WORK REQUEST:
Please copy out each line of the entries in which "Place" appears.

[Entries taken from a collection]

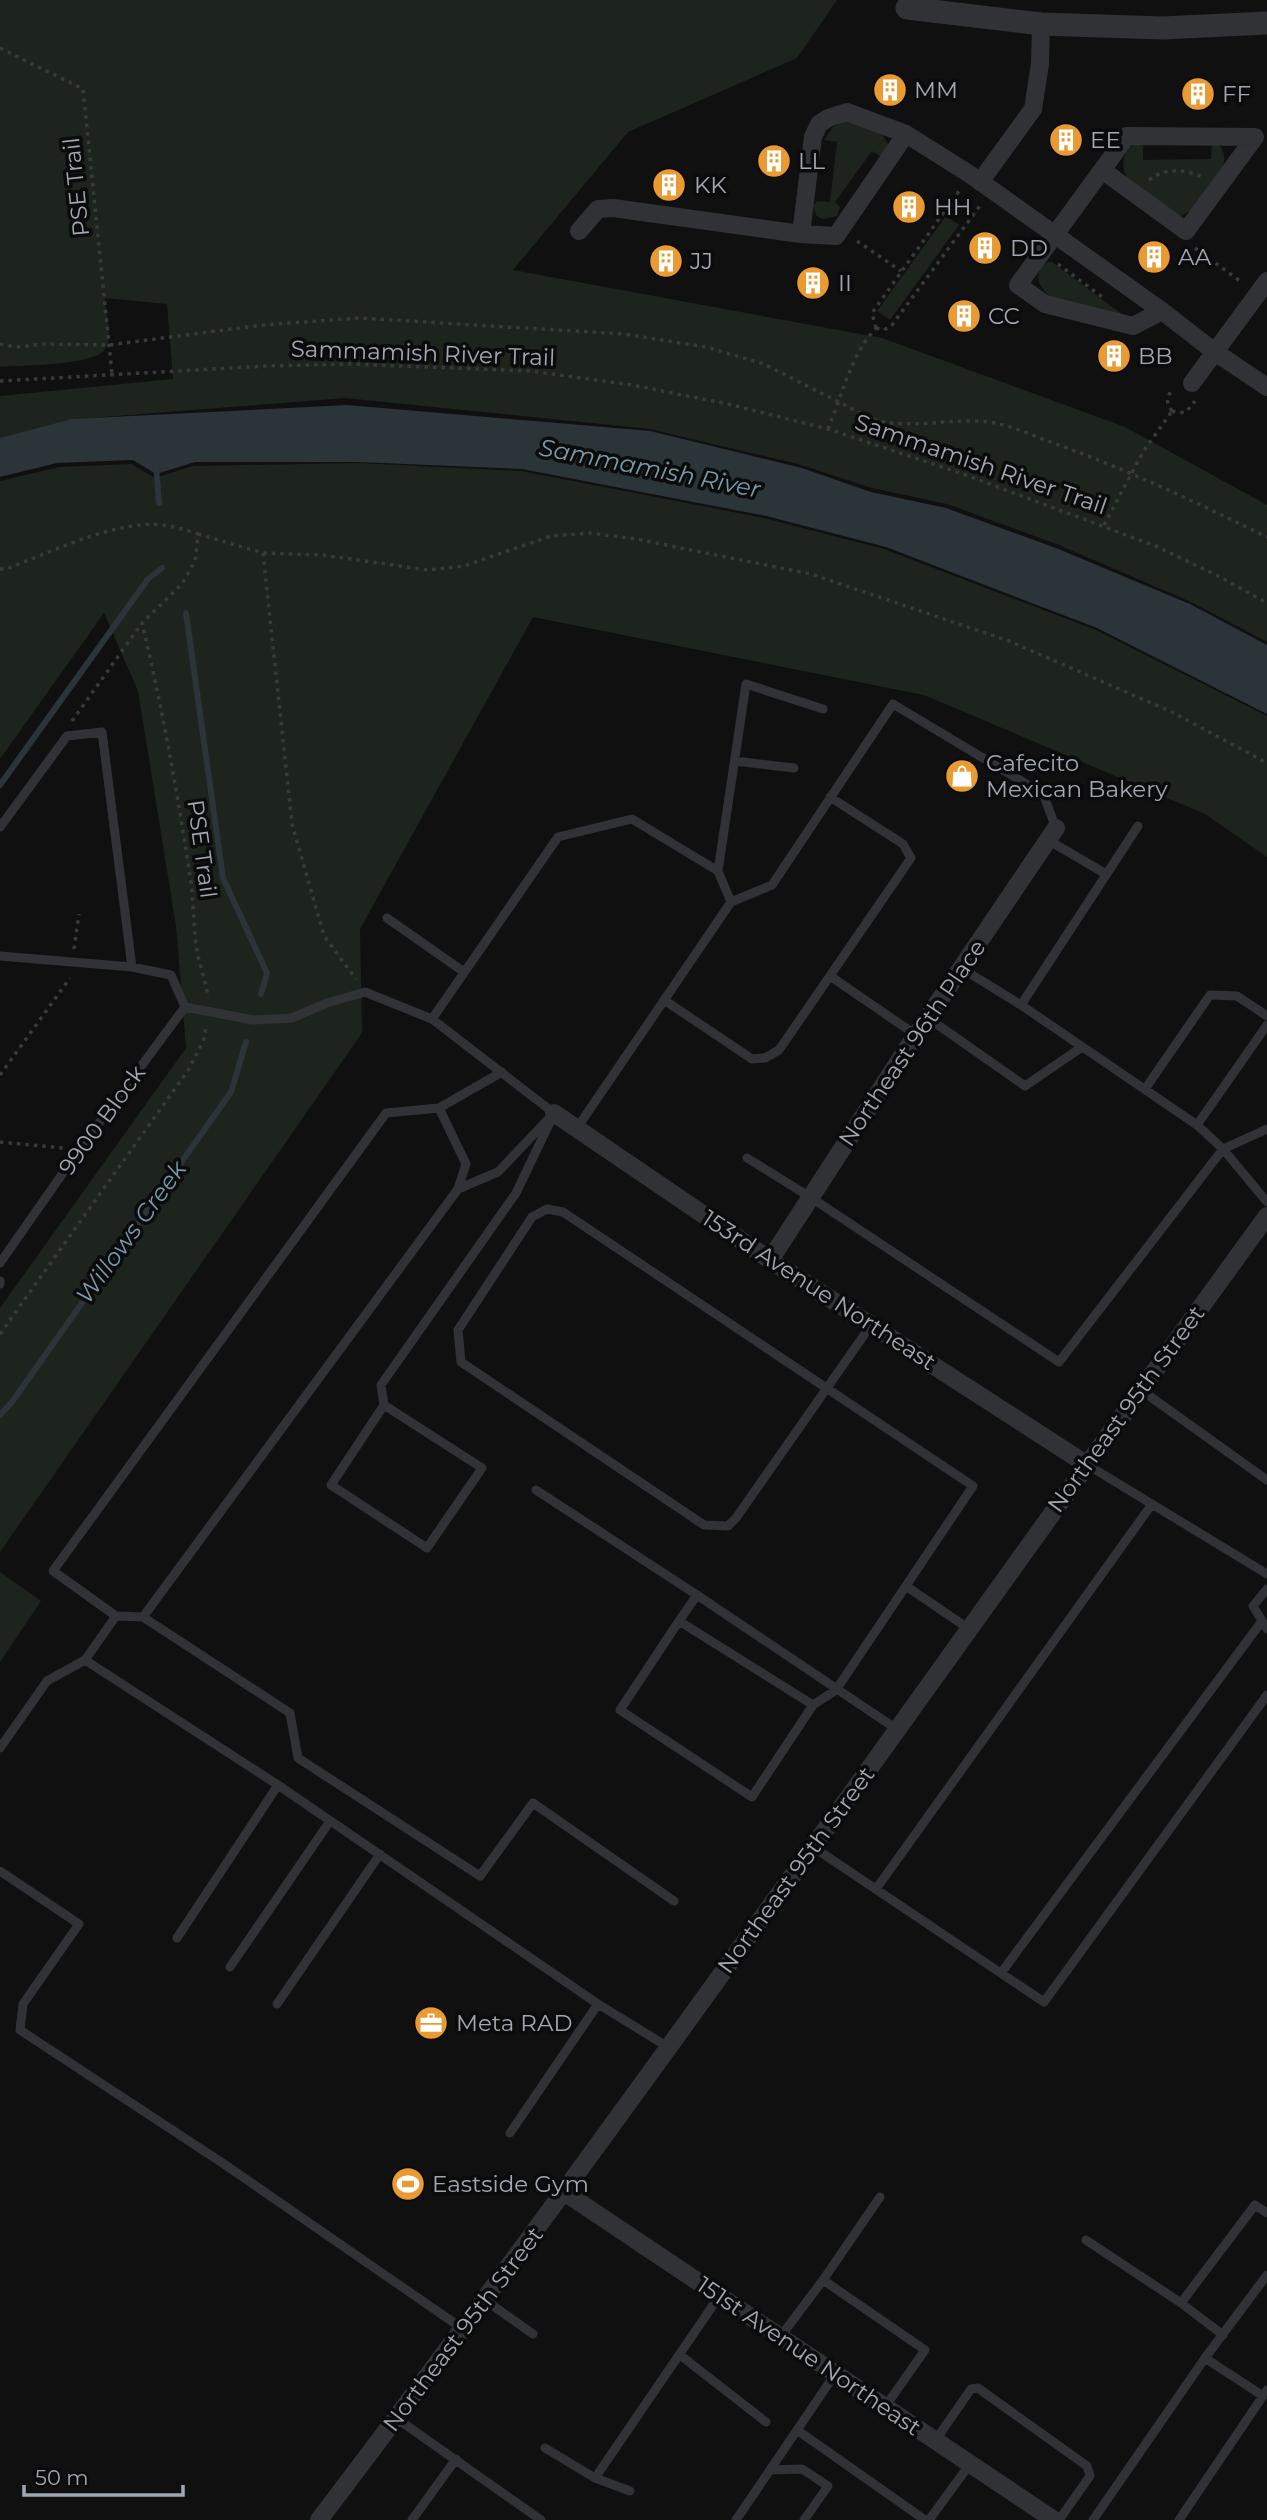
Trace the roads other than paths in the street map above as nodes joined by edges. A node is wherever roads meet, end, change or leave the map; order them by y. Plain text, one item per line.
1 (907, 8) dead end
2 (1267, 23) edge
3 (1041, 24) junction
4 (906, 134) junction
5 (1261, 134) edge
6 (1102, 170) junction
7 (971, 184) junction
8 (579, 230) dead end
9 (801, 234) junction
10 (1055, 235) junction
11 (1267, 281) edge
12 (1161, 311) junction
13 (1215, 352) junction
14 (1189, 387) road end
15 (1267, 387) edge
16 (823, 709) dead end
17 (735, 761) junction
18 (794, 768) dead end
19 (830, 797) junction
20 (1138, 826) dead end
21 (0, 827) edge
22 (1052, 834) junction
23 (718, 871) junction
24 (1106, 874) junction
25 (731, 902) junction
26 (387, 918) dead end
27 (0, 956) edge
28 (132, 967) junction
29 (961, 968) junction
30 (464, 972) junction
31 (830, 976) junction
32 (664, 1000) junction
33 (1021, 1005) junction
34 (185, 1007) junction
35 (1267, 1016) edge
36 (928, 1018) junction
37 (432, 1019) junction
38 (1267, 1025) edge
39 (916, 1035) junction
40 (1082, 1046) junction
41 (502, 1072) junction
42 (1144, 1089) junction
43 (439, 1108) junction
44 (554, 1112) junction
45 (1197, 1125) junction
46 (578, 1128) junction
47 (1267, 1129) edge
48 (1223, 1149) junction
49 (747, 1158) dead end
50 (458, 1189) junction
51 (810, 1197) junction
52 (1267, 1202) edge
53 (1267, 1216) edge
54 (769, 1260) junction
55 (0, 1263) edge
56 (871, 1325) junction
57 (828, 1388) junction
58 (1141, 1390) junction
59 (384, 1405) junction
60 (1086, 1464) junction
61 (1267, 1480) edge
62 (536, 1490) dead end
63 (1152, 1504) junction
64 (1267, 1574) edge
65 (906, 1586) junction
66 (1267, 1589) edge
67 (697, 1595) junction
68 (116, 1616) junction
69 (143, 1617) junction
70 (679, 1621) junction
71 (1264, 1625) edge
72 (969, 1629) junction
73 (85, 1660) junction
74 (836, 1690) junction
75 (1267, 1695) edge
76 (813, 1705) junction
77 (898, 1730) junction
78 (0, 1748) edge
79 (278, 1785) junction
80 (330, 1821) junction
81 (813, 1847) junction
82 (380, 1854) junction
83 (0, 1871) edge
84 (876, 1889) junction
85 (674, 1901) dead end
86 (177, 1938) dead end
87 (230, 1968) dead end
88 (1001, 1973) junction
89 (277, 2004) dead end
90 (598, 2004) junction
91 (668, 2047) junction
92 (510, 2133) dead end
93 (564, 2192) junction
94 (880, 2197) dead end
95 (1267, 2214) edge
96 (1086, 2240) dead end
97 (1267, 2275) edge
98 (823, 2280) junction
99 (720, 2295) junction
100 (485, 2300) junction
101 (1181, 2303) junction
102 (463, 2329) junction
103 (533, 2334) dead end
104 (1223, 2335) junction
105 (781, 2336) junction
106 (680, 2355) junction
107 (1205, 2358) junction
108 (835, 2374) junction
109 (1265, 2393) edge
110 (885, 2407) junction
111 (396, 2418) junction
112 (766, 2422) dead end
113 (797, 2430) junction
114 (935, 2441) junction
115 (545, 2448) dead end
116 (456, 2459) junction
117 (970, 2464) junction
118 (770, 2470) junction
119 (595, 2478) junction
120 (630, 2491) dead end
121 (319, 2520) edge
122 (412, 2520) edge
123 (541, 2520) edge
124 (736, 2520) edge
125 (804, 2520) edge
126 (927, 2520) edge
127 (1056, 2520) edge
128 (1093, 2520) edge
129 (1179, 2520) edge

1 - 3 street
2 - 3 street
3 - 7 street
4 - 7 street
4 - 9 street
4 - 9 street
5 - 6 street
5 - 6 street
6 - 10 street
7 - 10 street
8 - 9 street
10 - 12 street
10 - 12 street
11 - 13 street
12 - 13 street
13 - 14 street
13 - 15 street
16 - 17 lane
17 - 18 lane
17 - 23 lane
19 - 22 lane
19 - 25 lane
19 - 31 lane
20 - 24 lane
21 - 28 lane
22 - 24 lane
22 - 29 street, Northeast 96th Place
23 - 25 lane
23 - 30 lane
24 - 33 lane
25 - 32 lane
26 - 30 lane
27 - 28 lane
28 - 34 lane
29 - 33 lane
29 - 36 street, Northeast 96th Place
30 - 37 lane
31 - 32 lane
31 - 39 lane
32 - 46 lane
33 - 40 lane
34 - 37 lane
34 - 55 lane, 9900 Block
35 - 42 lane
36 - 39 street, Northeast 96th Place
36 - 40 lane
37 - 41 lane
38 - 45 lane
39 - 51 street, Northeast 96th Place
40 - 42 lane
41 - 43 lane
41 - 44 lane
42 - 45 lane
43 - 50 lane
43 - 68 lane
44 - 46 street, 153rd Avenue Northeast
44 - 50 lane
44 - 59 lane
45 - 48 lane
46 - 54 street, 153rd Avenue Northeast
47 - 48 lane
48 - 51 lane
48 - 52 lane
49 - 51 lane
50 - 69 lane
51 - 54 street, Northeast 96th Place
53 - 58 street, Northeast 95th Street
54 - 56 street, 153rd Avenue Northeast
56 - 57 lane
56 - 60 street, 153rd Avenue Northeast
57 - 57 lane
57 - 65 lane
58 - 60 street, Northeast 95th Street
58 - 61 lane
59 - 59 lane
60 - 63 lane
60 - 72 street, Northeast 95th Street
62 - 67 lane
63 - 64 lane
63 - 84 lane
65 - 72 lane
65 - 74 lane
66 - 71 lane
67 - 70 lane
67 - 74 lane
68 - 69 lane
68 - 73 lane
69 - 85 lane
70 - 76 lane
70 - 76 lane
71 - 88 lane
72 - 77 street, Northeast 95th Street
73 - 78 lane
73 - 79 lane
74 - 76 lane
74 - 77 lane
75 - 88 lane
77 - 81 street, Northeast 95th Street
79 - 80 lane
79 - 86 lane
80 - 82 lane
80 - 87 lane
81 - 84 lane
81 - 91 street, Northeast 95th Street
82 - 89 lane
82 - 90 lane
83 - 102 lane
84 - 88 lane
90 - 91 lane
90 - 92 lane
91 - 93 street, Northeast 95th Street
93 - 99 street, 151st Avenue Northeast
93 - 100 street, Northeast 95th Street
94 - 98 lane
95 - 101 lane
96 - 101 lane
97 - 104 lane
98 - 105 lane
98 - 110 lane
99 - 105 street, 151st Avenue Northeast
99 - 106 lane
100 - 102 street, Northeast 95th Street
100 - 103 lane
101 - 104 lane
102 - 111 street, Northeast 95th Street
104 - 107 lane
105 - 108 street, 151st Avenue Northeast
106 - 112 lane
106 - 119 lane
107 - 109 lane
107 - 128 lane
108 - 110 street, 151st Avenue Northeast
108 - 113 lane
109 - 129 lane
110 - 114 street, 151st Avenue Northeast
111 - 116 lane
111 - 121 street, Northeast 95th Street
113 - 118 lane
113 - 126 lane
114 - 117 street, 151st Avenue Northeast
114 - 127 lane
115 - 119 lane
116 - 122 lane
116 - 123 lane
117 - 126 lane
117 - 127 street, 151st Avenue Northeast
118 - 124 lane
118 - 125 lane
119 - 120 lane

OUTPUT OF THE EXERCISE:
22 - 29 street, Northeast 96th Place
29 - 36 street, Northeast 96th Place
36 - 39 street, Northeast 96th Place
39 - 51 street, Northeast 96th Place
51 - 54 street, Northeast 96th Place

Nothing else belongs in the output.